→ **What is expected**
The number of lines containing "Center" is the only answer wanted; work it out from the entries below.

── Listed entries ──

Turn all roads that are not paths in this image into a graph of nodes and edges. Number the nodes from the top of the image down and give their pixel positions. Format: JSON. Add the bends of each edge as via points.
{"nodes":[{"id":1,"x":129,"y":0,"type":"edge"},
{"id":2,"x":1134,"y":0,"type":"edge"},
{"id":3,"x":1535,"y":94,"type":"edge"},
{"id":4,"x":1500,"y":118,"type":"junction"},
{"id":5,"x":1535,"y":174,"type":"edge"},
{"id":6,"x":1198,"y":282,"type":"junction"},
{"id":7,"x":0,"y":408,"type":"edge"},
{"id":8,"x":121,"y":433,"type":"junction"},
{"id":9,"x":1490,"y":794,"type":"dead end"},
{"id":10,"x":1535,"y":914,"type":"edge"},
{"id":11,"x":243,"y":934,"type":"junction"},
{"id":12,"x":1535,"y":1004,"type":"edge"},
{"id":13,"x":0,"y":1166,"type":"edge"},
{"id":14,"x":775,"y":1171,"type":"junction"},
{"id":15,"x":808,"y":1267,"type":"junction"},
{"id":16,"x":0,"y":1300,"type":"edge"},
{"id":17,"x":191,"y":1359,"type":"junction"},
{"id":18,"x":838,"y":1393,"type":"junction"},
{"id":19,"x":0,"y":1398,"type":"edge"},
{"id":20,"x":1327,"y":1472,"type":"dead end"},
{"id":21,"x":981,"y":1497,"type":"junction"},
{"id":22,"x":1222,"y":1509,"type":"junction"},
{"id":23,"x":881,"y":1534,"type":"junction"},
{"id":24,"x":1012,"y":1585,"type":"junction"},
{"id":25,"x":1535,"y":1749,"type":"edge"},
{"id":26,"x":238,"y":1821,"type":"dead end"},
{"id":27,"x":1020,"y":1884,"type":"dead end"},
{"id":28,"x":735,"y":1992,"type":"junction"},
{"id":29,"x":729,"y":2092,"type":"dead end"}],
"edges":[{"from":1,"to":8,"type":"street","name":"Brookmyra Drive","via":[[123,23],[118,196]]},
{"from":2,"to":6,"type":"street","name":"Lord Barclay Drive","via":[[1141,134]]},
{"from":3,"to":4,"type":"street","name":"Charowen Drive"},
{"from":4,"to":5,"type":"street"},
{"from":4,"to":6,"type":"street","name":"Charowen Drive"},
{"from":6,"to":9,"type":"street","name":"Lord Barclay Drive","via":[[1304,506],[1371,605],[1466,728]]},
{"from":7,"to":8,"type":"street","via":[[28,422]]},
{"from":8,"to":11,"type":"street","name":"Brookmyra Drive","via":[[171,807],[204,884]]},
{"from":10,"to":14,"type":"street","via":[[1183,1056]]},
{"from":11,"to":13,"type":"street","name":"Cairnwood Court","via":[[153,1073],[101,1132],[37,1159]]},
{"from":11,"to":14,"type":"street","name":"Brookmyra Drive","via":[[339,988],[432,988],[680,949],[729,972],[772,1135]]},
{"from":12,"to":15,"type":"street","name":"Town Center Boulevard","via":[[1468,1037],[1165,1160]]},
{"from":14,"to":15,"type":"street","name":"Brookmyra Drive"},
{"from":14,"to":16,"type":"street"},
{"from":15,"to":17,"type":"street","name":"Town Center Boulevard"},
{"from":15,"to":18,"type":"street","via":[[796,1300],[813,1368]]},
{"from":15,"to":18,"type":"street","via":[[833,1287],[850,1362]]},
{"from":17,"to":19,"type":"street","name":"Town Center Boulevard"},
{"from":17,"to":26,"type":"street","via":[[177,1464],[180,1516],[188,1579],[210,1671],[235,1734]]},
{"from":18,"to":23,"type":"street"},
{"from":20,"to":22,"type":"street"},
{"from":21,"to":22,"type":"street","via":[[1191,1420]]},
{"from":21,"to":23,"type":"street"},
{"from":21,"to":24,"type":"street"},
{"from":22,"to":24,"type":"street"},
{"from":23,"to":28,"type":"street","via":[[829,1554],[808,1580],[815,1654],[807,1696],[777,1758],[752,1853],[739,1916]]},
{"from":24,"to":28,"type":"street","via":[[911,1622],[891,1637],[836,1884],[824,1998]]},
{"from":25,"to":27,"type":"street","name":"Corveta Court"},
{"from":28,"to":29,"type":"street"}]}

───

→ **Response**
3